Executive Summary

This report outlines exploratory data analysis for the Coursera Capstone project in the Data Science Specialization. The utilized data set can was downloaded from the link below.

https://d396qusza40orc.cloudfront.net/dsscapstone/dataset/Coursera-SwiftKey.zip

In this article, the Data Import and Tokenization methods are explained and some key features of the text files are evaluated. Finally, the proposed prediction model methodology is explained and previewed. All the developed functions used in this study are listed at the end of this article as an appendix.

Data Import

The “getImportDt” function below imports all three text files from the working directory into a data.table.

allLinesDt<- getImportDt(NULL, NULL)

Number of lines observed for each imported text file
Text Doc	Number of Lines
en_US.blogs.txt	899,288
en_US.news.txt	1,010,242
en_US.twitter.txt	2,360,148

Based on the table above we can see that the twitter text file has a lot more lines than the news file, followed by the blogs file.
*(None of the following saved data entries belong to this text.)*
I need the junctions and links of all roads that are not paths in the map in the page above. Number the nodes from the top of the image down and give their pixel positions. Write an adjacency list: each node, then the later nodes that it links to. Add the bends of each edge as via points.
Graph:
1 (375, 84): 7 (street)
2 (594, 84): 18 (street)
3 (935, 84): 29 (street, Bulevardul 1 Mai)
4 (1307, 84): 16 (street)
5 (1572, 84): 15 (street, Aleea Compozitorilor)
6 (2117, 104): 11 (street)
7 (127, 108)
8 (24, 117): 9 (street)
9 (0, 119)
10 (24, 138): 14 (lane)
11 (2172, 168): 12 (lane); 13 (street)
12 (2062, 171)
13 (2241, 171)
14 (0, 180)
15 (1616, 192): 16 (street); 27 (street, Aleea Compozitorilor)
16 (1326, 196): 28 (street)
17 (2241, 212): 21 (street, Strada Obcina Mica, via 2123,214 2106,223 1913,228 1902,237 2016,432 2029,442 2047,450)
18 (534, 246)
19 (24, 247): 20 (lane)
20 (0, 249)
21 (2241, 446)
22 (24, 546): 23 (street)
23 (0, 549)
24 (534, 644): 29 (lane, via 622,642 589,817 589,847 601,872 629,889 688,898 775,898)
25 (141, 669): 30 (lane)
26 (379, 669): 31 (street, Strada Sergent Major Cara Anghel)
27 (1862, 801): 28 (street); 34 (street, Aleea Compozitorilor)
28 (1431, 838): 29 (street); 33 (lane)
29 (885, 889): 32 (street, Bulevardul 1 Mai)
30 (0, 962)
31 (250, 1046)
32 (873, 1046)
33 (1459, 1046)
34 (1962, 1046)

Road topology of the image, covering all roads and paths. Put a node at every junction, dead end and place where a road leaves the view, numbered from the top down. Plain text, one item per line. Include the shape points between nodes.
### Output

Considering the large size of these text files, a smaller subset of the data is required to further evaluate them, as follows.

linesnmax = 50000
nsamp = 5000
set.seed(34341)
dtSubset <- getImportDt(linesnmax = linesnmax, nsamp = nsamp)
docsOrig <- dtToQcorp(dtSubset)

For testing purposes and due to RAM limitations, only the first 50000 lines were read from each input file and then only a small subset (5,000 samples per input file) was selected from those lines, with equal number of samples per input file.
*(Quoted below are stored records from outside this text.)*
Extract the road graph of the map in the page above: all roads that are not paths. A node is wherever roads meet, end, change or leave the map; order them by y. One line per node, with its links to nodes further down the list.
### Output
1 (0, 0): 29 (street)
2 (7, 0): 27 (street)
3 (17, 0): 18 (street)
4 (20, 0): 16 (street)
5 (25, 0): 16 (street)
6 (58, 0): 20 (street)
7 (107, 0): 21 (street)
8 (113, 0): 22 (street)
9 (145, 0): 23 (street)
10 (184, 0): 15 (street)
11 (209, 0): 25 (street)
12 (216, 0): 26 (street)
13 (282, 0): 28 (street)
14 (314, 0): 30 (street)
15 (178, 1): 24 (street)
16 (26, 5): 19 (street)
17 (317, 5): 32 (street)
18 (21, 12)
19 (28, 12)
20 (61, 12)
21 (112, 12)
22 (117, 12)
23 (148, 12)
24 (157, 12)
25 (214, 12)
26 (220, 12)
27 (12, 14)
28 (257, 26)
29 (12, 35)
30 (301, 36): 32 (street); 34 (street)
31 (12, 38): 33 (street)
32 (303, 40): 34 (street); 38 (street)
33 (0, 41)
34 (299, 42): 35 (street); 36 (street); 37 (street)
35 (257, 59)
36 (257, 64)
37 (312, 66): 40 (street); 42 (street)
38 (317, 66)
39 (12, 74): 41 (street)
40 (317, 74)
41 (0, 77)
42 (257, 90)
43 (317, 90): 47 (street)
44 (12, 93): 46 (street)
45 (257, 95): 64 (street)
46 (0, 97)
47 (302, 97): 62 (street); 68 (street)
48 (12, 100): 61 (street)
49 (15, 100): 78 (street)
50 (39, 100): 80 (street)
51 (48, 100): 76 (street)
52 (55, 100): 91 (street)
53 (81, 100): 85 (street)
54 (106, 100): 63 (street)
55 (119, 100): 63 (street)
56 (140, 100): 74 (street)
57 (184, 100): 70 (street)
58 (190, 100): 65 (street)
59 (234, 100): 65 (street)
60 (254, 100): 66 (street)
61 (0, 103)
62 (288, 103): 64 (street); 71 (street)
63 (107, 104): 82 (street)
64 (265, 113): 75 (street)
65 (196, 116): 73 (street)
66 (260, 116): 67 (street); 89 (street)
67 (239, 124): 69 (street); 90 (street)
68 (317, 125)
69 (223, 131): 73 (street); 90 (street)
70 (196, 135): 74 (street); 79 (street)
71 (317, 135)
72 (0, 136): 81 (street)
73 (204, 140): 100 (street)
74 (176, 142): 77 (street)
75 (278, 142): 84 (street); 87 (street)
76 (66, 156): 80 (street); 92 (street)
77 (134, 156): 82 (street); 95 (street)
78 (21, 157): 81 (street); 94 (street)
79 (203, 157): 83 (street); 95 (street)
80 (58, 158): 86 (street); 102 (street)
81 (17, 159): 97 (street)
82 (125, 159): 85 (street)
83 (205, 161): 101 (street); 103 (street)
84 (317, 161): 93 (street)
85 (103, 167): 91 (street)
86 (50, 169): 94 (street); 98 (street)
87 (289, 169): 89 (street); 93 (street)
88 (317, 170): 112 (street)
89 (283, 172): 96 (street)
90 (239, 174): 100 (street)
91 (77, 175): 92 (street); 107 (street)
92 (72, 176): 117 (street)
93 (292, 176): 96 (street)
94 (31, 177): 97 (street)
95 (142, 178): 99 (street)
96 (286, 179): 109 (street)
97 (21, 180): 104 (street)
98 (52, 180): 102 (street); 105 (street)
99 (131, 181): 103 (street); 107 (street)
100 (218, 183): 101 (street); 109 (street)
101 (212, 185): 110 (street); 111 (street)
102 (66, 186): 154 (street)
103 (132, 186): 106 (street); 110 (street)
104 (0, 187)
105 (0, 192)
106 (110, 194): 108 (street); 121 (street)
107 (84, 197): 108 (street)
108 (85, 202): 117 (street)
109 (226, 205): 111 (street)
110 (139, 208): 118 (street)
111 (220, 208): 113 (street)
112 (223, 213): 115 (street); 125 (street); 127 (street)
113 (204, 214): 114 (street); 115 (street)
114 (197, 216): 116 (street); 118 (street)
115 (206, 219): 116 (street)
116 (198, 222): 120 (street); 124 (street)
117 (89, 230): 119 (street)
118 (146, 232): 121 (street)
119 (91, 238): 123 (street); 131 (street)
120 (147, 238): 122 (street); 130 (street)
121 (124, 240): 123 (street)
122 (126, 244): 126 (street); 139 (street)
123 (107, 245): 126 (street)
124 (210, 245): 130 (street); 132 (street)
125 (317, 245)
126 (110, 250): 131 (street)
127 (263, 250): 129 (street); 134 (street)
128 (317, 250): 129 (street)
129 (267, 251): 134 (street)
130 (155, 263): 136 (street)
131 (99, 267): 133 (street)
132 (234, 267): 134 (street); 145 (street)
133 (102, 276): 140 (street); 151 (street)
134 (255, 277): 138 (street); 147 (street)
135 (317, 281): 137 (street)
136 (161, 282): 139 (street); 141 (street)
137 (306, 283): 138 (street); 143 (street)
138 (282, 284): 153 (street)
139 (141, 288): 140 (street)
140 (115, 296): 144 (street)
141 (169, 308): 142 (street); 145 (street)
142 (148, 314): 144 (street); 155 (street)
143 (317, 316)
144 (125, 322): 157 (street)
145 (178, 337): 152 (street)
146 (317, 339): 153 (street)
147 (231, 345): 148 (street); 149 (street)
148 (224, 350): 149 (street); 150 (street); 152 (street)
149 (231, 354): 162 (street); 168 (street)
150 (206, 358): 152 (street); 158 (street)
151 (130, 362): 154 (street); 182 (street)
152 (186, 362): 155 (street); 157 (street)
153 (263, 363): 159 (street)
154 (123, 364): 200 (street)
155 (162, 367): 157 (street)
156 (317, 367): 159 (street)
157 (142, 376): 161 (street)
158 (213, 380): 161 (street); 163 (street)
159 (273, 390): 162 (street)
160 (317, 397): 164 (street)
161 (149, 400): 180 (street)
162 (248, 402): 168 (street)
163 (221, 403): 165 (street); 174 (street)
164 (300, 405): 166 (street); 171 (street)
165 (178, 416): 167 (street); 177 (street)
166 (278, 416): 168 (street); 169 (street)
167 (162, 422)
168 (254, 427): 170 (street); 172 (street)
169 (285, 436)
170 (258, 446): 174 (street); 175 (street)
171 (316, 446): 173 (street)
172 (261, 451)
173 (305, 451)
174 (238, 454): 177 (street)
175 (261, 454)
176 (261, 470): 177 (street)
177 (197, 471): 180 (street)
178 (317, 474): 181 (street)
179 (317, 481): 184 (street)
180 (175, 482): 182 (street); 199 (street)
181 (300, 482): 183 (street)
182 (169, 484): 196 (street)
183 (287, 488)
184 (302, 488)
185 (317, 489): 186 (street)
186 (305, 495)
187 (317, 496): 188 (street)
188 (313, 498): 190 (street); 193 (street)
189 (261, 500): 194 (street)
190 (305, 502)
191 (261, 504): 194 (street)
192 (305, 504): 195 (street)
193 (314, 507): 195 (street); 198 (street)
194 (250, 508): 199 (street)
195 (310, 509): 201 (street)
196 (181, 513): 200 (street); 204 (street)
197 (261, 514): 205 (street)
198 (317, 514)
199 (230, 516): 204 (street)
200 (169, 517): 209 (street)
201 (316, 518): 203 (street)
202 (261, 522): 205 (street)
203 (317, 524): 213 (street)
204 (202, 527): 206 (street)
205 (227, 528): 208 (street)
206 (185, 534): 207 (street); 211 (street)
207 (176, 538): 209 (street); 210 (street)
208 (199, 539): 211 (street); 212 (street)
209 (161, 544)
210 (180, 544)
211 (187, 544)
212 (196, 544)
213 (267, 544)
The “dtToQcorp” function converts the data.table into a corpus using the quanteda package. The tm package was initially utilized for text processing/analysis but the switch to quanteda was made due to it’s faster speed.

Below, a document feature matrix is created using the quanteda package and the number of total words per document is sumamrized.

dfmWrds <- dfm(docsOrig)
numwords <- ntoken(dfmWrds)

Number of lines observed for each imported text file
Text Doc File	No. of words	No. of lines read
en_US.blogs.txt	237,319	5,000
en_US.news.txt	200,046	5,000
en_US.twitter.txt	76,987	5,000

Based on the table above we can see that blogs have a lot more words per lines read, followed by news articles, followed by tweets. Typically, blogs tend to have longer texts compared to news. And tweets are limited in characters and so would be expected to have the least number of words per line.

Tokenization

To further analyze the text in each text file, n-grams were extracted from the document corpus. The “Get_qdfm” function receives a quanteda corpus and returns a n-gram tokenized document-feature matrix. Here are some assumptions made during tokenization of ngrams:

The text is first divided into individual sentences before tokenizing into ngrams, in order to avoid tokenizing words from different sentences.
Stopwords are not removed for our analysis because our goal is word prediction (including stopword prediction) and not so much understanding context.
Punctuation and extra whitespace is removed from the ngrams.
Profanity (only explicit swear words) are removed from the ngrams.

For further manipulation, the document-feature matrices are converted into ordered frequency data.tables using the “getOrderedFreqDt”. All three text documents are summarized into one document-feature data table using this function. A spell check option is built into this custom function such that ngrams with any misspelled words are removed from the data table.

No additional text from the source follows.